Un juge fédéral du Rhode Island a temporairement stoppé les changements proposés par le département américain du Logement et du Développement urbain à ses programmes de 4 milliards de dollars contre le sans-abrisme. La décision empêche ce que les critiques ont qualifié de virage perturbateur qui pourrait renvoyer des milliers de personnes dans la rue en hiver. États, villes et associations à but non lucratif ont argué que la refonte était illégale et néfaste.

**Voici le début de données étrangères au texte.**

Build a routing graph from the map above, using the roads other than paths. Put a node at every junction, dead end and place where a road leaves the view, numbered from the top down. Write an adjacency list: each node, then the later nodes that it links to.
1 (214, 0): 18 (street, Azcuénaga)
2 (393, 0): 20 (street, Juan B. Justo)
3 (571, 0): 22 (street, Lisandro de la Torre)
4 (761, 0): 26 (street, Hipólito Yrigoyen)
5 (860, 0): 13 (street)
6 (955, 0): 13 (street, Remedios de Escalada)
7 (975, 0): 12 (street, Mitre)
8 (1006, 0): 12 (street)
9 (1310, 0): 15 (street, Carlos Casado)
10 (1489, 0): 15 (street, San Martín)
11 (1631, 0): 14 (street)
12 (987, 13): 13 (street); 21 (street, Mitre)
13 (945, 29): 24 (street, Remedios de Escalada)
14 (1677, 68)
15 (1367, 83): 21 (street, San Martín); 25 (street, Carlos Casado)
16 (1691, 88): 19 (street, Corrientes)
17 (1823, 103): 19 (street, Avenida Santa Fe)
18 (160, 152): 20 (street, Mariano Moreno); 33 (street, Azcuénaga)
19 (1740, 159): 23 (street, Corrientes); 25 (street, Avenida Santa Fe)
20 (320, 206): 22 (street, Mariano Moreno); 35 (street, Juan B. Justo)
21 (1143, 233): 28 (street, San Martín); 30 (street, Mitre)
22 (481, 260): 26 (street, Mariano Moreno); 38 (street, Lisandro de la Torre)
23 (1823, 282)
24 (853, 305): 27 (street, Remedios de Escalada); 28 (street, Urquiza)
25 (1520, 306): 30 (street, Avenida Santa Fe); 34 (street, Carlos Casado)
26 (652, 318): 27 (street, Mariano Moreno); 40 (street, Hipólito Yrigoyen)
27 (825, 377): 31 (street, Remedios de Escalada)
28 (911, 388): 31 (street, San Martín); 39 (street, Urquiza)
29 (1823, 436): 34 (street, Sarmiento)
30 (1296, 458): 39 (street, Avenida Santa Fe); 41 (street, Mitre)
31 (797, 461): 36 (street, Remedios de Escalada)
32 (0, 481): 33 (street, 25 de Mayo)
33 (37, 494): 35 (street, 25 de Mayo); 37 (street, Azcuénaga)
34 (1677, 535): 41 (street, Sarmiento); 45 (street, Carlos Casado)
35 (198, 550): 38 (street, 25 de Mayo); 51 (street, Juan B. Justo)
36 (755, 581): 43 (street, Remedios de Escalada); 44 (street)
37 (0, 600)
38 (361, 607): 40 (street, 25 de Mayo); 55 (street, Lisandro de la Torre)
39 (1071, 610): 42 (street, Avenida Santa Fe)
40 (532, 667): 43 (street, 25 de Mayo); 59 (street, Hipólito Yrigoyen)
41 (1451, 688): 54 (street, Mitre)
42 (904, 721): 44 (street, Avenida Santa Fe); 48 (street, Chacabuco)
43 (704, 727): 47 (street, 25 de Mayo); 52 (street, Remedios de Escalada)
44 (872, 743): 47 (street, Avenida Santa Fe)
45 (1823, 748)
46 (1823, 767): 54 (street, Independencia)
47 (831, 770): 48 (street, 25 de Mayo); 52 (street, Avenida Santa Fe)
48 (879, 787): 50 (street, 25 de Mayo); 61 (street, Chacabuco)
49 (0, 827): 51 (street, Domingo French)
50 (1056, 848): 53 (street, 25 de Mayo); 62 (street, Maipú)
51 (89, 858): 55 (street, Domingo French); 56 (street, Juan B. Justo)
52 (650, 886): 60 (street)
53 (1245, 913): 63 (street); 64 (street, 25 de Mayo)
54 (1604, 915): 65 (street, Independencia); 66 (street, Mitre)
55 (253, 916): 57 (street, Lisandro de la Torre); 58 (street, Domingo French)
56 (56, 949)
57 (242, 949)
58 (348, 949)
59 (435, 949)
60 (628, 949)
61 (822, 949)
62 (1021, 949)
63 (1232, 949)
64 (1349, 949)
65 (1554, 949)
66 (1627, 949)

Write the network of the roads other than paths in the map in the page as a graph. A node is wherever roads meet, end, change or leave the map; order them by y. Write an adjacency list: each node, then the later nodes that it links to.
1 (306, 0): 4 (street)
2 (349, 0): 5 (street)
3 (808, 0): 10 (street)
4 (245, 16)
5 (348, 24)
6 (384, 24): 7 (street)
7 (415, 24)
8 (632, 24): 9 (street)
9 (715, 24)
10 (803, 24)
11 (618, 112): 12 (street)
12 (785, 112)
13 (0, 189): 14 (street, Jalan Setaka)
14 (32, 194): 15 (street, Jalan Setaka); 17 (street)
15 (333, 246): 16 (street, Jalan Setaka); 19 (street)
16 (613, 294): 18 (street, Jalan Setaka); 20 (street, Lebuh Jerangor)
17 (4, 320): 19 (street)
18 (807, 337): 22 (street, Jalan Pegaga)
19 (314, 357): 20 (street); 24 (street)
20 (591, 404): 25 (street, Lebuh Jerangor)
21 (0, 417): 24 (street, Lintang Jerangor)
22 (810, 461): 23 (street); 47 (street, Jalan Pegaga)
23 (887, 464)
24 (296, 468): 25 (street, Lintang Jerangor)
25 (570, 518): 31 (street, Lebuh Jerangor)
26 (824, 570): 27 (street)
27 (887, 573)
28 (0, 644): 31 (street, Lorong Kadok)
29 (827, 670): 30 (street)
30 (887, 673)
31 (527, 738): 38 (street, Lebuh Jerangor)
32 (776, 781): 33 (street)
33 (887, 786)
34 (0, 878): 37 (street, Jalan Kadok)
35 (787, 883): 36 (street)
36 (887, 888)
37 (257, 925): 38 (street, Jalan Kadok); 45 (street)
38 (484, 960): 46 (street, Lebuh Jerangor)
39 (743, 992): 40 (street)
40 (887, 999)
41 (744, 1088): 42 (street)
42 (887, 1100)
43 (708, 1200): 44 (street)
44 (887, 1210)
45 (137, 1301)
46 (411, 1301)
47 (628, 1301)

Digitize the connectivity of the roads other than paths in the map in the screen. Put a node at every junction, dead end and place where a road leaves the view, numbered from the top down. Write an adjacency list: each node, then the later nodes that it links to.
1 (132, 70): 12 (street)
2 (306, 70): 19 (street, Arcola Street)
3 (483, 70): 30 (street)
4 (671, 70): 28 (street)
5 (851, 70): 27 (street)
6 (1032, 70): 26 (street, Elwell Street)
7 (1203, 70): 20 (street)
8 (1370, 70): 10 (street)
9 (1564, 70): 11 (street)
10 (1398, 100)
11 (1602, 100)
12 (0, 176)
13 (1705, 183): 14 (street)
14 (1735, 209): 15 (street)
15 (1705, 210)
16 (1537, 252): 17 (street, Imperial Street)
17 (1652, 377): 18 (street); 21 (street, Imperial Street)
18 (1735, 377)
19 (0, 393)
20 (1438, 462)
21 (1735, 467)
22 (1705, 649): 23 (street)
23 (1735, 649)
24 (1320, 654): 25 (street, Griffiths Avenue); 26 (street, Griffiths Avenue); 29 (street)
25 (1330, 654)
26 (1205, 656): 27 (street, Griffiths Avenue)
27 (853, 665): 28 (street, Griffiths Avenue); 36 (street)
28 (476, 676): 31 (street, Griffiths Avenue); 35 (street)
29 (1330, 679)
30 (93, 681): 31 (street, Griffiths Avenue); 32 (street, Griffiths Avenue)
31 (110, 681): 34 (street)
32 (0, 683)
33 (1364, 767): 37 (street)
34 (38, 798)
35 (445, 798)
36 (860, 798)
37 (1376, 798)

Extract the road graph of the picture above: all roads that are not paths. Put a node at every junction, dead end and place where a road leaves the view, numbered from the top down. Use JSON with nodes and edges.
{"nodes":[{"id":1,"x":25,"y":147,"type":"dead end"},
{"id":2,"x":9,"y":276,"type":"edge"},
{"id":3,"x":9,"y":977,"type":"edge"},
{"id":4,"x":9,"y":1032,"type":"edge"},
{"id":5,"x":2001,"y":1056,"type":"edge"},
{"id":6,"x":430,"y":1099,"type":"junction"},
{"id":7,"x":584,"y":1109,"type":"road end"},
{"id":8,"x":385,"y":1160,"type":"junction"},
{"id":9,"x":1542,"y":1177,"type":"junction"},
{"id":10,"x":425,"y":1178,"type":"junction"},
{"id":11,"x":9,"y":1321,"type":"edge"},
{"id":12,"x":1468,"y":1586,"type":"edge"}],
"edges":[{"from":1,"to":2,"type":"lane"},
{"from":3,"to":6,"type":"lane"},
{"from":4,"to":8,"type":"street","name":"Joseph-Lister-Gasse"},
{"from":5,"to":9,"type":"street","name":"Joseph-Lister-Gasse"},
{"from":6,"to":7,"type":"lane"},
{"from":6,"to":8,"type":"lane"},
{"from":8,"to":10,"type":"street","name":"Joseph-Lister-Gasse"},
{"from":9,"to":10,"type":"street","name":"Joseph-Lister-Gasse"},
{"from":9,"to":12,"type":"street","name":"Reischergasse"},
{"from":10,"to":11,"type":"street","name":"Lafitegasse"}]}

La juge fédérale du district Mary McElroy a rendu une décision orale vendredi, accordant une injonction préliminaire contre le Département du Logement et du Développement urbain (HUD). La décision empêche l'agence d'imposer de nouvelles conditions au financement contre le sans-abrisme, maintenant la formule précédente pour l'instant.
Le procès, intenté par une coalition d'États, de villes et d'associations à but non lucratif incluant la National Alliance to End Homelessness, contestait l'annonce de novembre de HUD de changements majeurs. La refonte visait à réduire le financement du logement permanent avec soutien et à prioriser le logement transitoire nécessitant un travail, un traitement des addictions ou des services de santé mentale. Elle proposait aussi de retenir des fonds aux groupes ne s'alignant pas sur les politiques de l'administration Trump en matière de diversité, équité et inclusion (DEI), droits transgenres et application de l'immigration.
«La continuité du logement et la stabilité des populations vulnérables sont clairement dans l'intérêt public», a déclaré McElroy, estimant que les changements causeraient un préjudice irréparable, surtout en hiver.
La National Alliance to End Homelessness a déclaré que l'ordre offre un «répit à l'assaut du gouvernement» pour plus de 170 000 personnes, incluant familles, seniors, vétérans et personnes handicapées.
Lors d'une audience le 8 décembre, HUD a retiré son avis de financement quelques heures avant l'audience, promettant des révisions. Cependant, vendredi, l'avocat de l'agence a admis que la version mise à jour ne serait pas prête avant la fin de la journée. McElroy a critiqué le timing comme stratégique, disant : «Le tourbillon constant et le chaos semblent être le but».
La porte-parole de HUD, Kasey Lovett, a répondu : «HUD continuera de travailler pour fournir un financement d'aide au sans-abrisme aux bénéficiaires à travers le pays. Le Département reste engagé dans des réformes de programmes visant à aider les citoyens les plus vulnérables de notre nation et continuera ainsi conformément à la loi».
Des défenseurs comme Pam Johnson de Minnesota Community Action Partnership ont décrit le chaos : «Nos agences sont en train de s'agiter pour essayer de répondre. Cela renverse aussi 40 ans de travail biparti sur des solutions prouvées contre le sans-abrisme. C'est vraiment choquant».
Pendant des décennies, la politique américaine a mis l'accent sur le logement permanent avec services de soutien optionnels, soutenue par des recherches montrant son efficacité. Les critiques du statu quo, y compris le secrétaire au HUD Scott Turner, soutiennent qu'elle ne traite pas les causes profondes comme la maladie mentale et l'addiction, qualifiant les approches antérieures de «complexe industriel du sans-abrisme».
Des experts locaux, comme Julie Embree du Toledo Lucas County Homelessness Board, répliquent que la pauvreté et le manque de logements abordables sont les principaux facteurs. «Une visite aux urgences coûte autant qu'un mois de maintien de ce programme [logement permanent]», a-t-elle dit.
À Los Angeles, Stephanie Klasky-Gamer de LA Family Housing a noté le besoin d'options transitoires mais a insisté sur le fait qu'elles ne peuvent remplacer le logement à long terme en raison de restrictions légales sur les actes. Les changements menacent la viabilité financière des fournisseurs et des États ayant investi dans des projets permanents.
Des membres bipartisans du Congrès ont remis en question ce virage, les défenseurs appelant à plus de temps de préparation.